_Work item_.
Only one number is expected here, namely how many lines of the entries below hold the string "weight".

▼

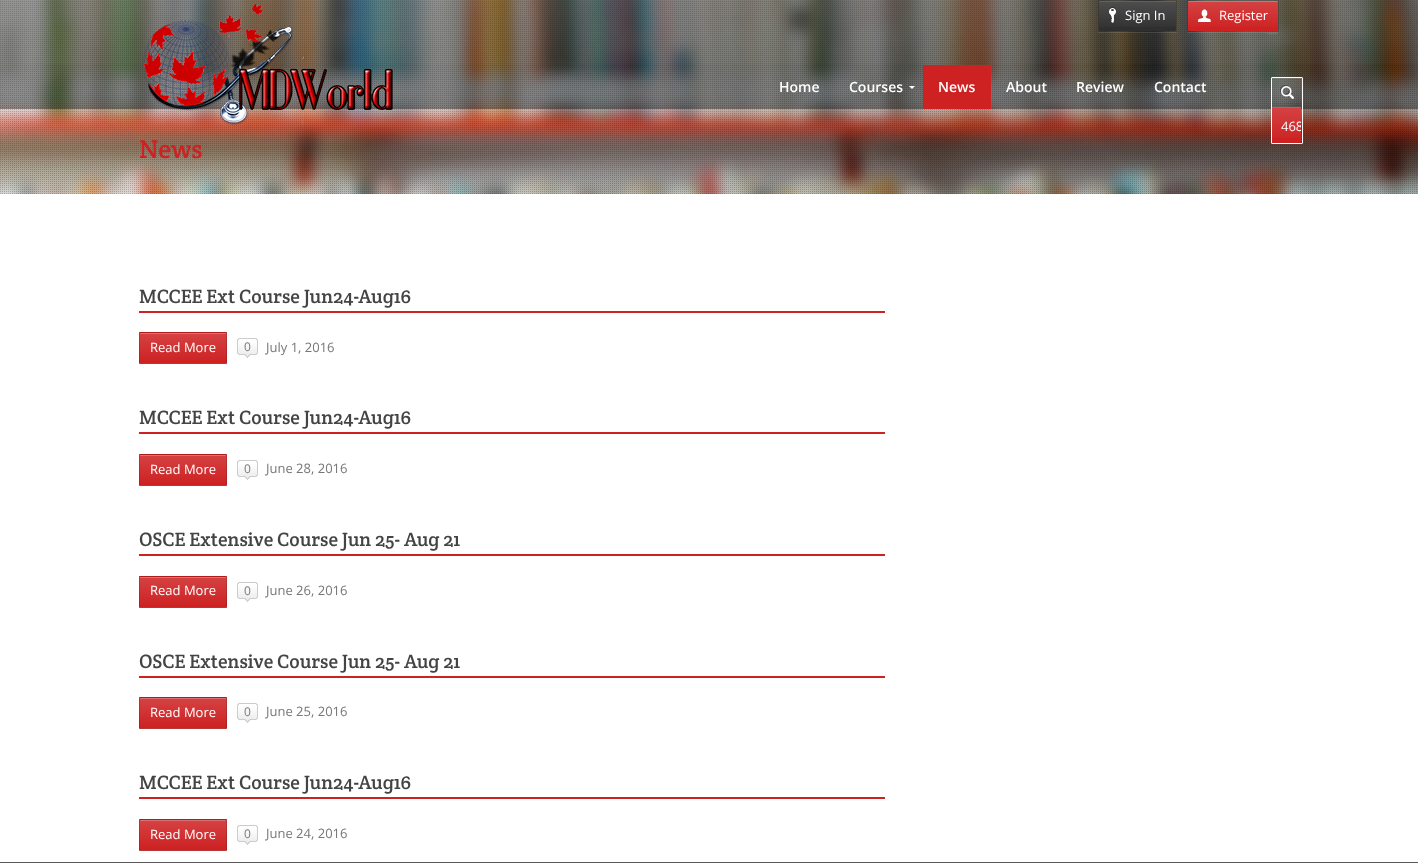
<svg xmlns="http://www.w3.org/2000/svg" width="1418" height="863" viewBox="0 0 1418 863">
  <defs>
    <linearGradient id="g1" gradientUnits="userSpaceOnUse" x1="709" y1="0" x2="709" y2="81"><stop offset="0" stop-color="#ffffff" stop-opacity="0.1"/><stop offset="1" stop-color="#ffffff" stop-opacity="0"/></linearGradient>
    <linearGradient id="g2" gradientUnits="userSpaceOnUse" x1="1138" y1="1" x2="1138" y2="31"><stop offset="0" stop-color="#ffffff" stop-opacity="0.15"/><stop offset="1" stop-color="#ffffff" stop-opacity="0"/></linearGradient>
    <linearGradient id="g3" gradientUnits="userSpaceOnUse" x1="1233" y1="1" x2="1233" y2="31"><stop offset="0" stop-color="#ffffff" stop-opacity="0.15"/><stop offset="1" stop-color="#ffffff" stop-opacity="0"/></linearGradient>
    <linearGradient id="g4" gradientUnits="userSpaceOnUse" x1="1287" y1="78" x2="1287" y2="107"><stop offset="0" stop-color="#ffffff" stop-opacity="0.15"/><stop offset="1" stop-color="#ffffff" stop-opacity="0"/></linearGradient>
    <linearGradient id="g5" gradientUnits="userSpaceOnUse" x1="1287" y1="107" x2="1287" y2="143"><stop offset="0" stop-color="#ffffff" stop-opacity="0.15"/><stop offset="1" stop-color="#ffffff" stop-opacity="0"/></linearGradient>
    <clipPath id="clip1"><rect x="1272" y="107" width="29" height="36" rx="1"/></clipPath>
    <linearGradient id="g6" gradientUnits="userSpaceOnUse" x1="183" y1="333" x2="183" y2="363"><stop offset="0" stop-color="#d54243"/><stop offset="1" stop-color="#cd2122"/></linearGradient>
    <linearGradient id="g7" gradientUnits="userSpaceOnUse" x1="183" y1="363" x2="183" y2="393"><stop offset="0" stop-color="#ffffff" stop-opacity="0.15"/><stop offset="1" stop-color="#ffffff" stop-opacity="0"/></linearGradient>
    <linearGradient id="g8" gradientUnits="userSpaceOnUse" x1="183" y1="455" x2="183" y2="485"><stop offset="0" stop-color="#d54243"/><stop offset="1" stop-color="#cd2122"/></linearGradient>
    <linearGradient id="g9" gradientUnits="userSpaceOnUse" x1="183" y1="485" x2="183" y2="515"><stop offset="0" stop-color="#ffffff" stop-opacity="0.15"/><stop offset="1" stop-color="#ffffff" stop-opacity="0"/></linearGradient>
    <linearGradient id="g10" gradientUnits="userSpaceOnUse" x1="183" y1="577" x2="183" y2="607"><stop offset="0" stop-color="#d54243"/><stop offset="1" stop-color="#cd2122"/></linearGradient>
    <linearGradient id="g11" gradientUnits="userSpaceOnUse" x1="183" y1="607" x2="183" y2="637"><stop offset="0" stop-color="#ffffff" stop-opacity="0.15"/><stop offset="1" stop-color="#ffffff" stop-opacity="0"/></linearGradient>
    <linearGradient id="g12" gradientUnits="userSpaceOnUse" x1="183" y1="698" x2="183" y2="728"><stop offset="0" stop-color="#d54243"/><stop offset="1" stop-color="#cd2122"/></linearGradient>
    <linearGradient id="g13" gradientUnits="userSpaceOnUse" x1="183" y1="728" x2="183" y2="758"><stop offset="0" stop-color="#ffffff" stop-opacity="0.15"/><stop offset="1" stop-color="#ffffff" stop-opacity="0"/></linearGradient>
    <linearGradient id="g14" gradientUnits="userSpaceOnUse" x1="183" y1="820" x2="183" y2="850"><stop offset="0" stop-color="#d54243"/><stop offset="1" stop-color="#cd2122"/></linearGradient>
    <linearGradient id="g15" gradientUnits="userSpaceOnUse" x1="183" y1="850" x2="183" y2="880"><stop offset="0" stop-color="#ffffff" stop-opacity="0.15"/><stop offset="1" stop-color="#ffffff" stop-opacity="0"/></linearGradient>
  </defs>
  <rect width="100%" height="100%" fill="#ffffff"/>
  <image x="0" y="0" width="1418" height="194" href="img7.png"/>
  <image x="0" y="1" width="1417" height="193" href="img8.png"/>
  <rect x="0" y="0" width="1418" height="109" fill="#000000" fill-opacity="0.4"/>
  <rect x="0" y="0" width="1418" height="64" fill="url(#g1)"/>
  <image x="142" y="3" width="251" height="122" href="img1.png"/>
  <path d="M1098 31C1098 32 1098 33 1099 33H1176C1177 33 1177 32 1177 31L1176 32H1099Z" fill="#ffffff" fill-opacity="0.1"/>
  <rect x="1098.5" y="0.5" width="78" height="31" fill="none" stroke="#000000" stroke-opacity="0.15"/>
  <rect x="1099" y="1" width="77" height="30" rx="1" fill="#2f2f2f"/>
  <rect x="1099" y="1" width="77" height="26" fill="url(#g2)"/>
  <image x="1099" y="1" width="77" height="1" href="img2.png"/>
  <image x="1109" y="7" width="7" height="16" href="img3.png"/>
  <text x="1125" y="20" font-family="Open Sans" font-size="13" fill="#ffffff">Sign In</text>
  <path d="M1187 31C1187 32 1187 33 1188 33H1263C1265 33 1279 37 1279 31L1278 32H1188Z" fill="#ffffff" fill-opacity="0.1"/>
  <rect x="1187.5" y="0.5" width="91" height="31" fill="none" stroke="#000000" stroke-opacity="0.15"/>
  <rect x="1188" y="1" width="90" height="30" rx="1" fill="#cd2122"/>
  <rect x="1188" y="1" width="90" height="26" fill="url(#g3)"/>
  <image x="1188" y="1" width="90" height="1" href="img4.png"/>
  <image x="1198" y="9" width="13" height="13" href="img5.png"/>
  <text x="1219" y="20" font-family="Open Sans" font-size="13" fill="#ffffff">Register</text>
  <text x="779" y="92" font-family="Open Sans" font-size="14" font-weight="600" fill="#ffffff">Home</text>
  <text x="849" y="92" font-family="Open Sans" font-size="14" font-weight="600" fill="#ffffff">Courses</text>
  <path d="M909 86H915L912 89Z" fill="#ffffff"/>
  <rect x="923" y="65" width="68" height="44" fill="#cd2122"/>
  <text x="938" y="92" font-family="Open Sans" font-size="14" font-weight="600" fill="#ffffff">News</text>
  <text x="1006" y="92" font-family="Open Sans" font-size="14" font-weight="600" fill="#ffffff">About</text>
  <text x="1076" y="92" font-family="Open Sans" font-size="14" font-weight="600" fill="#ffffff">Review</text>
  <text x="1154" y="92" font-family="Open Sans" font-size="14" font-weight="600" fill="#ffffff">Contact</text>
  <image x="1280" y="85" width="14" height="14" href="img6.png"/>
  <rect x="1271.5" y="77.5" width="31" height="66" rx="0.5" fill="none" stroke="#ffffff"/>
  <rect x="1272" y="78" width="30" height="25" fill="url(#g4)"/>
  <path d="M1273 79H1302V80C1302 76.5 1299.5 78 1296.5 78H1277.5C1274.5 78 1272 76.5 1272 80C1272 79 1272 79 1273 79Z" fill="#ffffff" fill-opacity="0.1"/>
  <rect x="1272" y="107" width="29" height="36" rx="1" fill="#cd2122"/>
  <rect x="1272" y="107" width="29" height="31" fill="url(#g5)"/>
  <path d="M1273 108H1301V109C1301 106 1299 107 1295.5 107H1277.5C1274 107 1272 106 1272 109C1272 108 1272 108 1273 108Z" fill="#ffffff" fill-opacity="0.1"/>
  <g clip-path="url(#clip1)">
    <text x="1281" y="131" font-family="Open Sans" font-size="13" fill="#ffffff">468</text>
  </g>
  <text x="139" y="158" font-family="Crete Round" font-size="26" fill="#cd2122">News</text>
  <rect x="139" y="311" width="746" height="2" fill="#cd2122"/>
  <text x="139" y="303" font-family="Crete Round" font-size="19.5" fill="#444444">MCCEE Ext Course Jun24-Aug16</text>
  <rect x="139" y="332" width="88" height="32" rx="1" fill="#cd2122"/>
  <rect x="139" y="333" width="88" height="28" fill="url(#g6)"/>
  <rect x="139" y="363" width="88" height="1" fill="url(#g7)"/>
  <rect x="139.5" y="332.5" width="87" height="31" fill="none" stroke="#000000" stroke-opacity="0.15"/>
  <image x="140" y="333" width="86" height="1" href="img9.png"/>
  <text x="150" y="352" font-family="Open Sans" font-size="13" fill="#ffffff">Read More</text>
  <image x="237" y="338" width="21" height="20" href="img10.png"/>
  <text x="244" y="351" font-family="Open Sans" font-size="12" fill="#777777">0</text>
  <text x="266" y="352" font-family="Open Sans" font-size="13" fill="#777777">July 1, 2016</text>
  <rect x="139" y="432" width="746" height="2" fill="#cd2122"/>
  <text x="139" y="424" font-family="Crete Round" font-size="19.5" fill="#444444">MCCEE Ext Course Jun24-Aug16</text>
  <rect x="139" y="454" width="88" height="32" rx="1" fill="#cd2122"/>
  <rect x="139" y="455" width="88" height="28" fill="url(#g8)"/>
  <rect x="139" y="485" width="88" height="1" fill="url(#g9)"/>
  <rect x="139.5" y="454.5" width="87" height="31" fill="none" stroke="#000000" stroke-opacity="0.15"/>
  <image x="140" y="455" width="86" height="1" href="img9.png"/>
  <text x="150" y="474" font-family="Open Sans" font-size="13" fill="#ffffff">Read More</text>
  <image x="237" y="460" width="21" height="20" href="img10.png"/>
  <text x="244" y="473" font-family="Open Sans" font-size="12" fill="#777777">0</text>
  <text x="266" y="473" font-family="Open Sans" font-size="13" fill="#777777">June 28, 2016</text>
  <rect x="139" y="554" width="746" height="2" fill="#cd2122"/>
  <text x="139" y="546" font-family="Crete Round" font-size="19.5" fill="#444444">OSCE Extensive Course Jun 25- Aug 21</text>
  <rect x="139" y="576" width="88" height="32" rx="1" fill="#cd2122"/>
  <rect x="139" y="577" width="88" height="28" fill="url(#g10)"/>
  <rect x="139" y="607" width="88" height="1" fill="url(#g11)"/>
  <rect x="139.5" y="576.5" width="87" height="31" fill="none" stroke="#000000" stroke-opacity="0.15"/>
  <image x="140" y="577" width="86" height="1" href="img9.png"/>
  <text x="150" y="595" font-family="Open Sans" font-size="13" fill="#ffffff">Read More</text>
  <image x="237" y="582" width="21" height="20" href="img10.png"/>
  <text x="244" y="595" font-family="Open Sans" font-size="12" fill="#777777">0</text>
  <text x="266" y="595" font-family="Open Sans" font-size="13" fill="#777777">June 26, 2016</text>
  <rect x="139" y="676" width="746" height="2" fill="#cd2122"/>
  <text x="139" y="668" font-family="Crete Round" font-size="19.5" fill="#444444">OSCE Extensive Course Jun 25- Aug 21</text>
  <rect x="139" y="697" width="88" height="32" rx="1" fill="#cd2122"/>
  <rect x="139" y="698" width="88" height="28" fill="url(#g12)"/>
  <rect x="139" y="728" width="88" height="1" fill="url(#g13)"/>
  <rect x="139.5" y="697.5" width="87" height="31" fill="none" stroke="#000000" stroke-opacity="0.15"/>
  <image x="140" y="698" width="86" height="1" href="img9.png"/>
  <text x="150" y="717" font-family="Open Sans" font-size="13" fill="#ffffff">Read More</text>
  <image x="237" y="703" width="21" height="20" href="img10.png"/>
  <text x="244" y="716" font-family="Open Sans" font-size="12" fill="#777777">0</text>
  <text x="266" y="716" font-family="Open Sans" font-size="13" fill="#777777">June 25, 2016</text>
  <rect x="139" y="797" width="746" height="2" fill="#cd2122"/>
  <text x="139" y="789" font-family="Crete Round" font-size="19.5" fill="#444444">MCCEE Ext Course Jun24-Aug16</text>
  <rect x="139" y="819" width="88" height="32" rx="1" fill="#cd2122"/>
  <rect x="139" y="820" width="88" height="28" fill="url(#g14)"/>
  <rect x="139" y="850" width="88" height="1" fill="url(#g15)"/>
  <rect x="139.5" y="819.5" width="87" height="31" fill="none" stroke="#000000" stroke-opacity="0.15"/>
  <image x="140" y="820" width="86" height="1" href="img9.png"/>
  <text x="150" y="839" font-family="Open Sans" font-size="13" fill="#ffffff">Read More</text>
  <image x="237" y="825" width="21" height="20" href="img10.png"/>
  <text x="244" y="838" font-family="Open Sans" font-size="12" fill="#777777">0</text>
  <text x="266" y="838" font-family="Open Sans" font-size="13" fill="#777777">June 24, 2016</text>
  <rect x="0" y="862" width="1418" height="1" fill="#595959"/>
</svg>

▲

_Exercise response_.
6